Tu as beaucoup composé, enregistré et donné de concerts ces dernières années, où tu sembles avoir été très prolifique, avec un disque par an et au moins autant de tournées… Qui plus est, en t’adonnant à des styles très différents les uns des autres, même si l’on reconnaît clairement ta pâte sonore. Ressens-tu une forme d’urgence ?
(Rire) En fait, c’est peut-être une impression que je peux donner, comme ça, de l’extérieur. Mais j’ai tellement écrit dans ma vie qu’une partie de ce que les gens perçoivent comme de nouveaux morceaux à chaque sortie de disque a en fait été composée il y a plus longtemps, à différentes périodes. Mais je te l’accorde, je suis plutôt du genre prolifique… C’est un don, un cadeau immense, pour moi. C’est ce qui a déterminé l’histoire de ma vie… Je ne pense pas que j’aurais été si connu, avec un tel succès et une telle influence, sans l’écriture. Même si je suis un bon bassiste, un bon improvisateur, ou je ne sais quoi, l’écriture est vraiment ce qui fait de moi ce que je suis, la raison pour laquelle les gens s’intéressent à ce que je fais, ont envie de m’écouter, de jouer avec moi. L’écriture est le carburant qui met en mouvement cette chose que je suis. Je ne sais pas d’où ça vient. C’est peut-être un besoin, une façon de survivre, ou quelque chose de ce genre, un besoin de me sentir vivant… Quand j’écris, ce sont vraiment les meilleurs moments de ma vie. Et comme, en plus, ça me permet d’offrir de grands moments à d’autres personnes, que demander de plus… C’est un immense cadeau que je reçois.

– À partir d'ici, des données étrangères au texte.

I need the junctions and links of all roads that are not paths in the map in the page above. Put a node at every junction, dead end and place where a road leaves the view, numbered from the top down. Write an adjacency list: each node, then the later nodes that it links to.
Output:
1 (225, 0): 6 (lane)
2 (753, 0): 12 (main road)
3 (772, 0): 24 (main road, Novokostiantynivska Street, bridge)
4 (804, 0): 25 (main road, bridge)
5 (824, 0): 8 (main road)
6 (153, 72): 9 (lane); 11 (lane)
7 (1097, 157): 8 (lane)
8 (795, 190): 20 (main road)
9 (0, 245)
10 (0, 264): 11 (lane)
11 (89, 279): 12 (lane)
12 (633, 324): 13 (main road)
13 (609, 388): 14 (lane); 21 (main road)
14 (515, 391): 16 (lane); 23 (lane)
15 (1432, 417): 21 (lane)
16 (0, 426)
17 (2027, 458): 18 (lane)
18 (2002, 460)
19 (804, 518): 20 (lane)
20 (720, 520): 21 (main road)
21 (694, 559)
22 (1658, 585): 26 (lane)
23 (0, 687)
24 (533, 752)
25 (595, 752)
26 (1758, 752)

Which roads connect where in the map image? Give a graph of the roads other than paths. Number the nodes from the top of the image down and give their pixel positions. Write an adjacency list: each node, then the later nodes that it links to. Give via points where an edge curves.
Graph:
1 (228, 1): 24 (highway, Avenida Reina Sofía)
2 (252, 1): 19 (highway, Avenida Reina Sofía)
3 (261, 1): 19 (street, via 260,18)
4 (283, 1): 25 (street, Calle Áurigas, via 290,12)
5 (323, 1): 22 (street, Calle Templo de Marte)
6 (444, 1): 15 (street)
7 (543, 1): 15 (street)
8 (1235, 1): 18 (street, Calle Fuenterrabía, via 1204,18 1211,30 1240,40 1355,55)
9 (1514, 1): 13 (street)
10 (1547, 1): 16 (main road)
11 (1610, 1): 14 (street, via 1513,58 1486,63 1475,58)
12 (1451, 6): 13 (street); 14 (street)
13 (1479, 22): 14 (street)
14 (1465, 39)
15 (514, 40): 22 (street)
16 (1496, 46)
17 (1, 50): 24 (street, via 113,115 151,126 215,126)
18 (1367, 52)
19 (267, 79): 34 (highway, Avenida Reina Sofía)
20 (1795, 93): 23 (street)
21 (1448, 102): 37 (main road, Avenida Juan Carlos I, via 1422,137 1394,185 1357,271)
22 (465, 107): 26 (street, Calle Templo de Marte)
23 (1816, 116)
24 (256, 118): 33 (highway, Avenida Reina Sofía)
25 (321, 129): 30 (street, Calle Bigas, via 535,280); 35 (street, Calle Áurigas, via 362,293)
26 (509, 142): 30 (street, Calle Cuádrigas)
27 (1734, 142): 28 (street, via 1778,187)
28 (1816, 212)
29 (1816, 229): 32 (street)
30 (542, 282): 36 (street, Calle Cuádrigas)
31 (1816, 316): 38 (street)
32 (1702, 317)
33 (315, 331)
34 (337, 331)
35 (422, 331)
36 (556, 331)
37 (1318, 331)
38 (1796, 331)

Du coup, te sens-tu plus compositeur que musicien, ou s’agit-il des deux faces d’une même pièce, inséparables l’une de l’autre ?

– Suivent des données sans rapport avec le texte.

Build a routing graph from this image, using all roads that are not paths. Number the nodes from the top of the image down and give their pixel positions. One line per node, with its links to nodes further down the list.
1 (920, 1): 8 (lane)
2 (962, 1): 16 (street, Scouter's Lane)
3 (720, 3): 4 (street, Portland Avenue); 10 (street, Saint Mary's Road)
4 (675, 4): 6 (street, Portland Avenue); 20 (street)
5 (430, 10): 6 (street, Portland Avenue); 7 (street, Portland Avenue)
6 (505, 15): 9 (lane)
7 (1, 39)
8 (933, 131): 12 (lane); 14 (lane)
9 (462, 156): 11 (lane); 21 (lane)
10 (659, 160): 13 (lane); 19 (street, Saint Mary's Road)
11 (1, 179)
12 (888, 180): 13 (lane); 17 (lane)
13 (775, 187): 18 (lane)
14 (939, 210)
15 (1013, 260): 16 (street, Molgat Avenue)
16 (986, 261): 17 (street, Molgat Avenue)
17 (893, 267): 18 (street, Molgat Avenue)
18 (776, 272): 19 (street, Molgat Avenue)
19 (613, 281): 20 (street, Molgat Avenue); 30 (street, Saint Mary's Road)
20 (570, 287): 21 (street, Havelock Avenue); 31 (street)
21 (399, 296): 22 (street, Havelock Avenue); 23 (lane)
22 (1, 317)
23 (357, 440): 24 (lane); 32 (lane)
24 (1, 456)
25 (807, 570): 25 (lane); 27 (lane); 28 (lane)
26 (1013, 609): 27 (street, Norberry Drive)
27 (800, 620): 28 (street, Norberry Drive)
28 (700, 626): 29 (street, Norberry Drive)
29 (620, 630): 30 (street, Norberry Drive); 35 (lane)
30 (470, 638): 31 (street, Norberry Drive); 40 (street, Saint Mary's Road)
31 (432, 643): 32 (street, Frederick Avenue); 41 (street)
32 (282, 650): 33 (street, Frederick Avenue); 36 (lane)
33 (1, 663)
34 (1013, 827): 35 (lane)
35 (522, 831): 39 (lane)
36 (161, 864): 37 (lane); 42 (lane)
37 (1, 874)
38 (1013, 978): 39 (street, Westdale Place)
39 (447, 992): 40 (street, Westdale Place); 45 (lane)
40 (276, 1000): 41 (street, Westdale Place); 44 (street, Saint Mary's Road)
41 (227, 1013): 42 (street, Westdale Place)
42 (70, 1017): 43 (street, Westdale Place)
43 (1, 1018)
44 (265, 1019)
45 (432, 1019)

C’est difficile à dire, tu sais, parce que j’adore jouer en concert, je me sens terriblement bien sur scène… J’ai une chance immense, de pouvoir développer, à parts égales, les deux dimensions ! Et chacune se nourrit de l’autre. Quand j’écris, à la maison, c’est comme une histoire qui me donne quelque chose à raconter une fois que je suis sur scène. Et j’adore savoir qu’il y a un débouché pour ce que j’écris. Je n’écris pas pour moi-même, dans une posture d’introversion. J’écris en pensant aux gens, à ce que ça leur fera ressentir, aux affects qu’ils y mettront. C’est quelque chose de fascinant, d’incroyable, d’écrire pour quelqu’un.